Stored data:
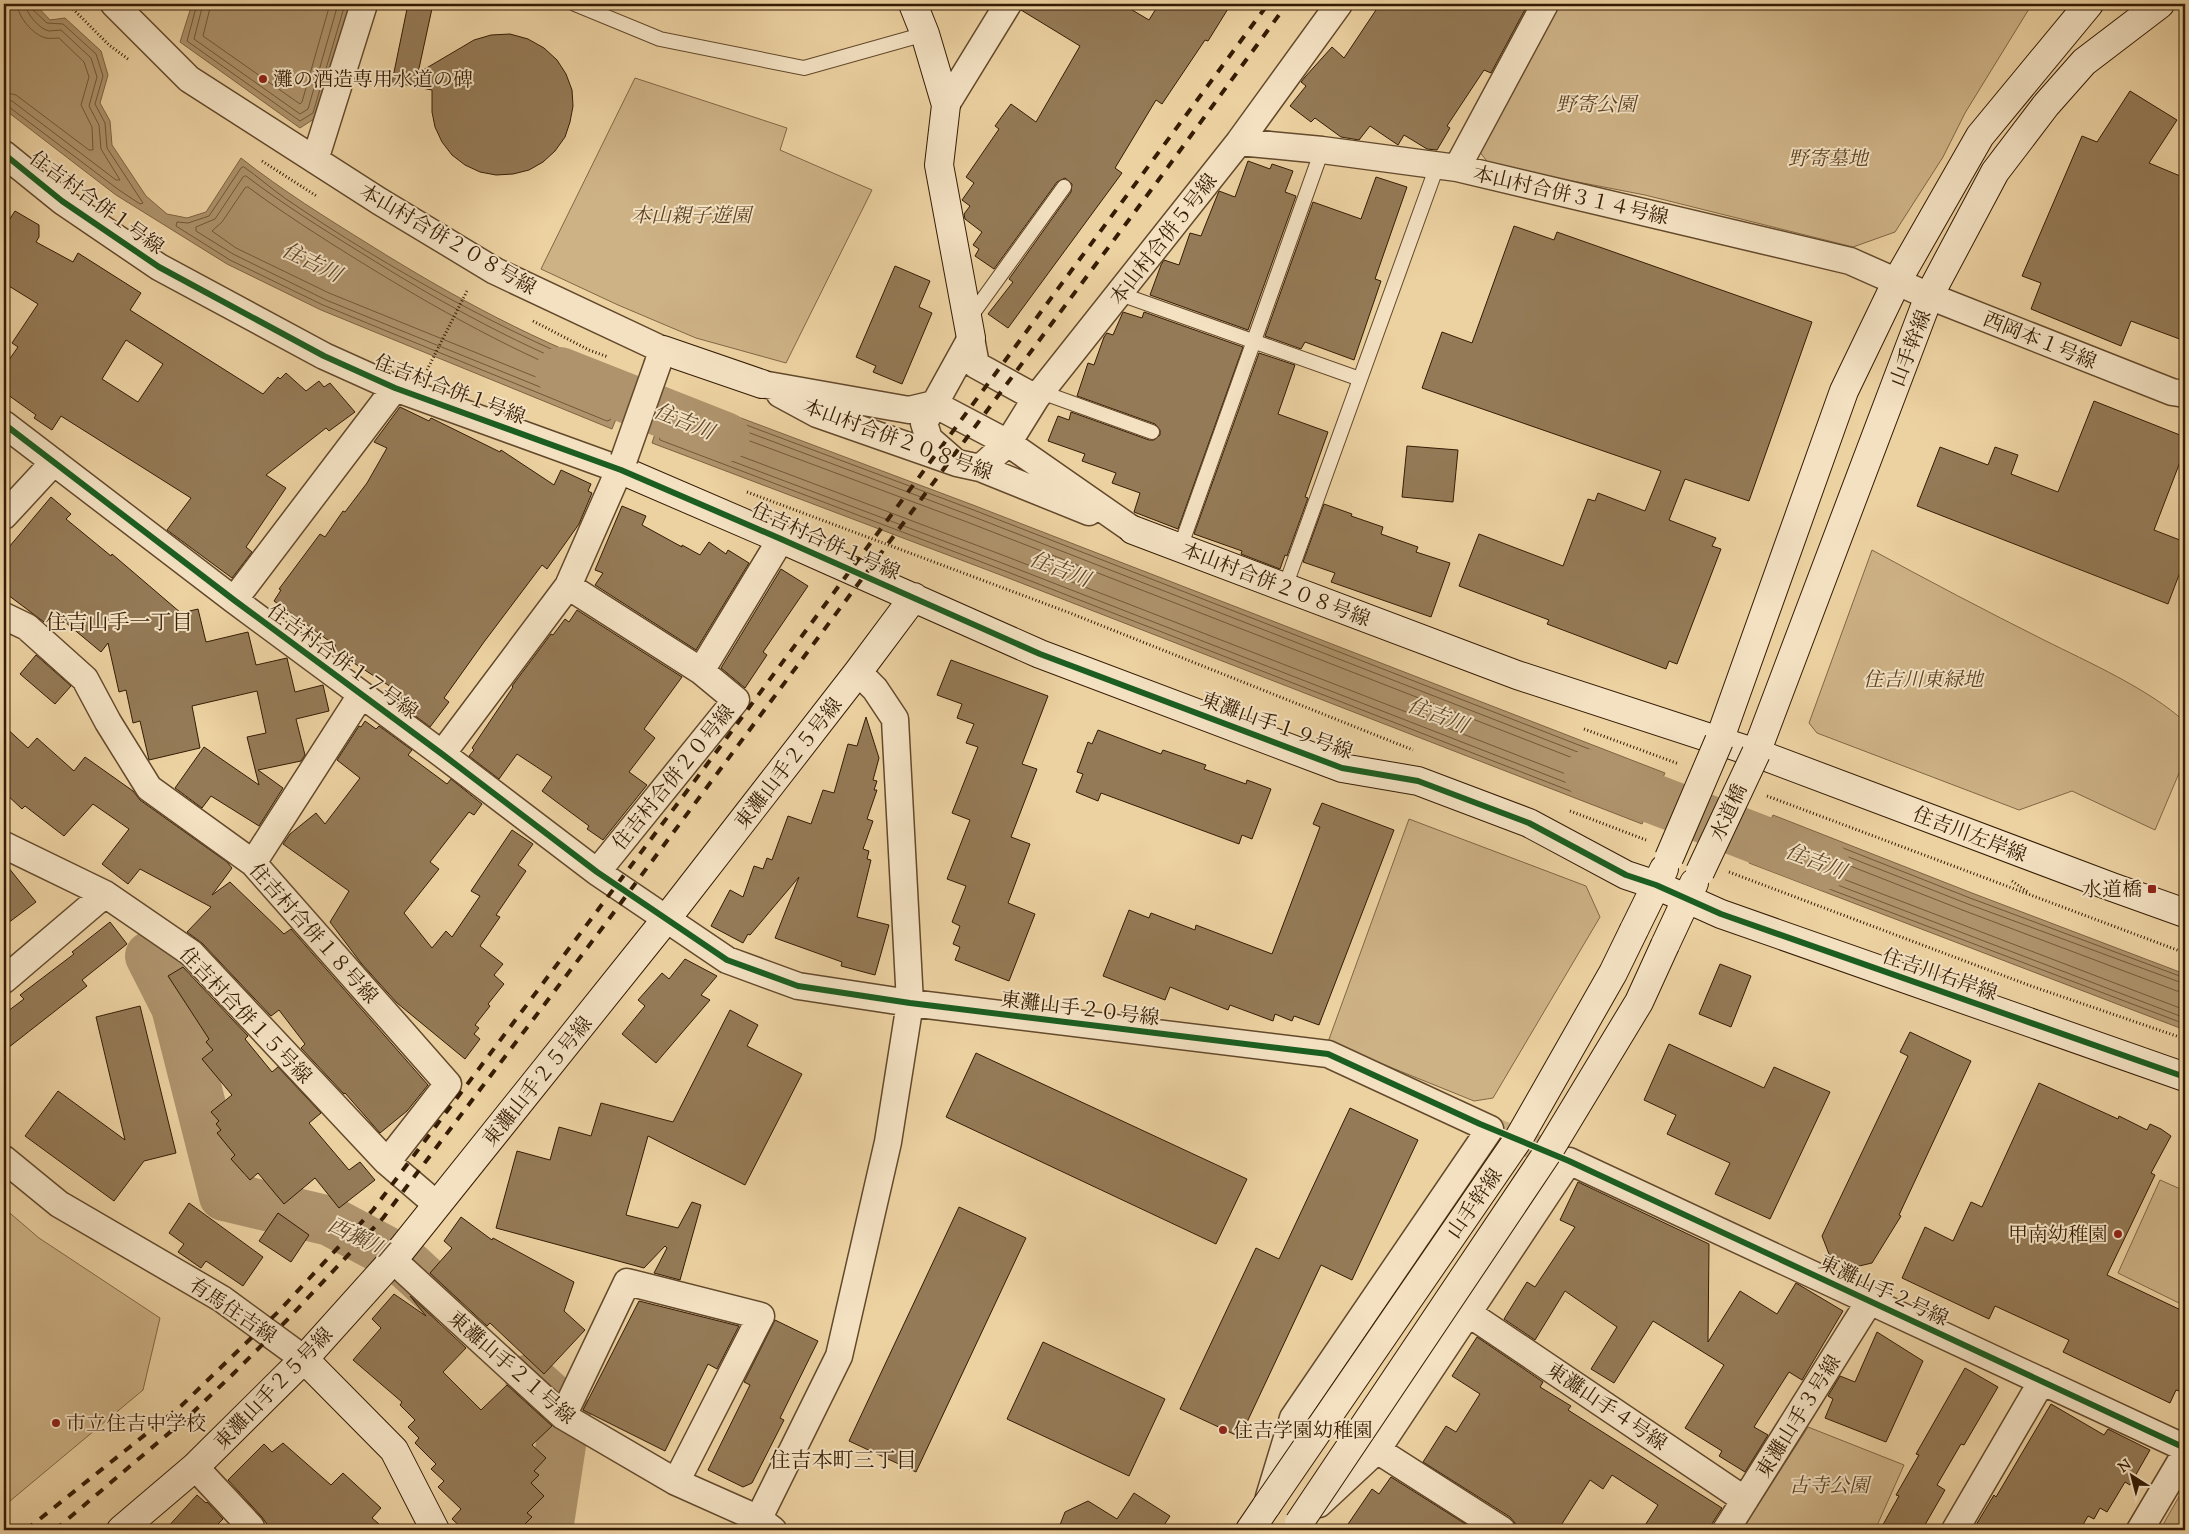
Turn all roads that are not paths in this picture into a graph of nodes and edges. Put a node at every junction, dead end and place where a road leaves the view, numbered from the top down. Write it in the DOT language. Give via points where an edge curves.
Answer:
graph roads {
  1 [pos="114,4"];
  2 [pos="364,4"];
  3 [pos="575,4"];
  4 [pos="913,4"];
  5 [pos="1008,4"];
  6 [pos="1339,4"];
  7 [pos="1545,4"];
  8 [pos="2089,4"];
  9 [pos="2160,4"];
  10 [pos="925,34"];
  11 [pos="946,105"];
  12 [pos="1239,142"];
  13 [pos="1322,150"];
  14 [pos="4,154"];
  15 [pos="314,160"];
  16 [pos="1447,167"];
  17 [pos="1064,187"];
  18 [pos="1896,281"];
  19 [pos="1120,294"];
  20 [pos="1929,296"];
  21 [pos="969,329"];
  22 [pos="1254,341"];
  23 [pos="661,357"];
  24 [pos="1360,378"];
  25 [pos="762,384"];
  26 [pos="395,388"];
  27 [pos="2185,394"];
  28 [pos="1038,395"];
  29 [pos="934,404"];
  30 [pos="4,424"];
  31 [pos="1152,432"];
  32 [pos="1008,444"];
  33 [pos="54,462"];
  34 [pos="622,465"];
  35 [pos="968,466"];
  36 [pos="4,516"];
  37 [pos="1133,530"];
  38 [pos="782,539"];
  39 [pos="1180,548"];
  40 [pos="568,586"];
  41 [pos="1285,588"];
  42 [pos="914,597"];
  43 [pos="234,600"];
  44 [pos="4,616"];
  45 [pos="701,671"];
  46 [pos="858,672"];
  47 [pos="361,695"];
  48 [pos="1720,742"];
  49 [pos="1756,753"];
  50 [pos="442,754"];
  51 [pos="4,845"];
  52 [pos="1662,851"];
  53 [pos="253,863"];
  54 [pos="1710,870"];
  55 [pos="597,872"];
  56 [pos="1656,885"];
  57 [pos="105,894"];
  58 [pos="1685,899"];
  59 [pos="2185,912"];
  60 [pos="667,918"];
  61 [pos="4,980"];
  62 [pos="910,1003"];
  63 [pos="2185,1077"];
  64 [pos="4,1159"];
  65 [pos="387,1162"];
  66 [pos="436,1204"];
  67 [pos="393,1260"];
  68 [pos="1869,1302"];
  69 [pos="1468,1313"];
  70 [pos="304,1359"];
  71 [pos="2042,1381"];
  72 [pos="563,1416"];
  73 [pos="2185,1448"];
  74 [pos="1376,1450"];
  75 [pos="2185,1454"];
  76 [pos="195,1468"];
  77 [pos="676,1482"];
  78 [pos="1745,1500"];
  79 [pos="1267,1505"];
  80 [pos="762,1527"];
  81 [pos="1297,1527"];
  82 [pos="121,1530"];
  83 [pos="249,1530"];
  84 [pos="435,1530"];
  85 [pos="1250,1530"];
  86 [pos="1502,1530"];
  87 [pos="1726,1530"];
  88 [pos="1954,1530"];
  89 [pos="2140,1530"];
  1 -- 15 [label="street, 本山村合併２０８号線" via="189,79"];
  2 -- 15 [label="street"];
  3 -- 10 [label="lane" via="660,40 804,68"];
  4 -- 10 [label="street"];
  5 -- 11 [label="street"];
  6 -- 12 [label="street, 本山村合併５号線"];
  7 -- 16 [label="street"];
  8 -- 18 [label="street, 山手幹線" via="1980,136"];
  9 -- 20 [label="street, 山手幹線" via="2084,62 2046,104 1995,172"];
  10 -- 11 [label="street"];
  11 -- 21 [label="street" via="939,164"];
  12 -- 13 [label="street, 本山村合併３１４号線"];
  12 -- 19 [label="street, 本山村合併５号線"];
  13 -- 16 [label="street, 本山村合併３１４号線"];
  13 -- 22 [label="lane"];
  14 -- 26 [label="street, 住吉村合併１号線" via="62,201 159,267 324,356"];
  15 -- 23 [label="street, 本山村合併２０８号線" via="496,271"];
  16 -- 18 [label="street, 本山村合併３１４号線" via="1850,261"];
  16 -- 24 [label="lane"];
  17 -- 21 [label="lane"];
  18 -- 20 [label="street, 西岡本１号線"];
  18 -- 48 [label="street, 山手幹線" via="1844,391"];
  19 -- 22 [label="lane"];
  19 -- 28 [label="street, 本山村合併５号線"];
  20 -- 27 [label="street, 西岡本１号線" via="2172,392"];
  20 -- 49 [label="street, 山手幹線"];
  21 -- 28 [label="street" via="976,365"];
  21 -- 29 [label="street"];
  22 -- 24 [label="lane"];
  22 -- 39 [label="lane"];
  23 -- 25 [label="street, 本山村合併２０８号線"];
  23 -- 34 [label="street, bridge"];
  24 -- 41 [label="lane"];
  25 -- 29 [label="street" via="910,410"];
  25 -- 35 [label="street, 本山村合併２０８号線" via="817,414"];
  26 -- 34 [label="street, 住吉村合併１号線"];
  26 -- 43 [label="street"];
  28 -- 31 [label="lane"];
  28 -- 32 [label="street, 本山村合併５号線"];
  29 -- 32 [label="street"];
  29 -- 35 [label="street" via="924,423 929,439"];
  30 -- 33 [label="street, 住吉村合併１７号線"];
  32 -- 35 [label="street, 本山村合併５号線"];
  32 -- 37 [label="street"];
  33 -- 36 [label="street"];
  33 -- 43 [label="street, 住吉村合併１７号線"];
  34 -- 38 [label="street, 住吉村合併１号線"];
  34 -- 40 [label="street"];
  35 -- 37 [label="street, 本山村合併２０８号線"];
  37 -- 39 [label="street, 本山村合併２０８号線"];
  38 -- 42 [label="street, 住吉村合併１号線"];
  38 -- 45 [label="street"];
  39 -- 41 [label="street, 本山村合併２０８号線"];
  40 -- 45 [label="street, 住吉村合併２０号線"];
  40 -- 50 [label="street"];
  41 -- 48 [label="street, 本山村合併２０８号線" via="1517,675"];
  42 -- 46 [label="street, 東灘山手２５号線"];
  42 -- 56 [label="street, 東灘山手１９号線" via="1040,654 1342,768 1418,781 1529,823 1626,875"];
  43 -- 47 [label="street, 住吉村合併１７号線"];
  44 -- 53 [label="street, 住吉村合併１８号線" via="27,627 85,679 149,788"];
  45 -- 55 [label="street, 住吉村合併２０号線" via="736,700"];
  46 -- 60 [label="street, 東灘山手２５号線"];
  46 -- 62 [label="street" via="876,689 895,719"];
  47 -- 50 [label="street, 住吉村合併１７号線"];
  47 -- 53 [label="street"];
  48 -- 49 [label="street, 本山村合併２０８号線"];
  48 -- 52 [label="street, 水道橋, bridge"];
  49 -- 54 [label="street, 水道橋, bridge"];
  49 -- 59 [label="street, 住吉川左岸線"];
  50 -- 55 [label="street, 住吉村合併１７号線"];
  51 -- 57 [label="street, 住吉村合併１５号線"];
  52 -- 56 [label="street, 山手幹線"];
  53 -- 65 [label="street, 住吉村合併１８号線" via="448,1084"];
  54 -- 58 [label="street, 山手幹線"];
  55 -- 60 [label="street, 住吉村合併１７号線"];
  56 -- 58 [label="street, 東灘山手１９号線"];
  56 -- 79 [label="street, 山手幹線, bridge" via="1613,973 1519,1138"];
  57 -- 61 [label="street"];
  57 -- 65 [label="street, 住吉村合併１５号線" via="191,953"];
  58 -- 63 [label="street, 住吉川右岸線"];
  58 -- 81 [label="street, 山手幹線, bridge" via="1639,1002 1550,1149"];
  60 -- 62 [label="street, 東灘山手２０号線" via="727,960 798,986"];
  60 -- 66 [label="street, 東灘山手２５号線"];
  62 -- 79 [label="street, 東灘山手２０号線" via="1328,1054 1490,1129 1293,1418"];
  62 -- 80 [label="street" via="888,1142 839,1356"];
  64 -- 70 [label="street, 有馬住吉線" via="59,1204 222,1299"];
  65 -- 66 [label="street, 住吉村合併１５号線"];
  66 -- 67 [label="street, 東灘山手２５号線"];
  67 -- 70 [label="street, 東灘山手２５号線"];
  67 -- 72 [label="street, 東灘山手２１号線"];
  68 -- 69 [label="street, 東灘山手２号線" via="1569,1161"];
  68 -- 71 [label="street, 東灘山手２号線"];
  68 -- 78 [label="street, 東灘山手３号線"];
  69 -- 74 [label="street"];
  69 -- 78 [label="street, 東灘山手４号線"];
  70 -- 76 [label="street, 東灘山手２５号線"];
  70 -- 84 [label="street, 有馬住吉線" via="394,1450"];
  71 -- 73 [label="street, 東灘山手２号線"];
  71 -- 88 [label="street"];
  72 -- 77 [label="street, 東灘山手２１号線"];
  72 -- 77 [label="street" via="628,1282 761,1316"];
  74 -- 81 [label="street"];
  74 -- 86 [label="street"];
  75 -- 89 [label="street"];
  76 -- 82 [label="street, 東灘山手２５号線"];
  76 -- 83 [label="street" via="251,1527"];
  77 -- 80 [label="street, 東灘山手２１号線"];
  78 -- 87 [label="street, 東灘山手３号線"];
  79 -- 85 [label="street, 山手幹線"];
}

Task to carry out — Each line of the records above that contains the word "graph" should be counted; give the resulting number without further words.

Response to this exercise — 2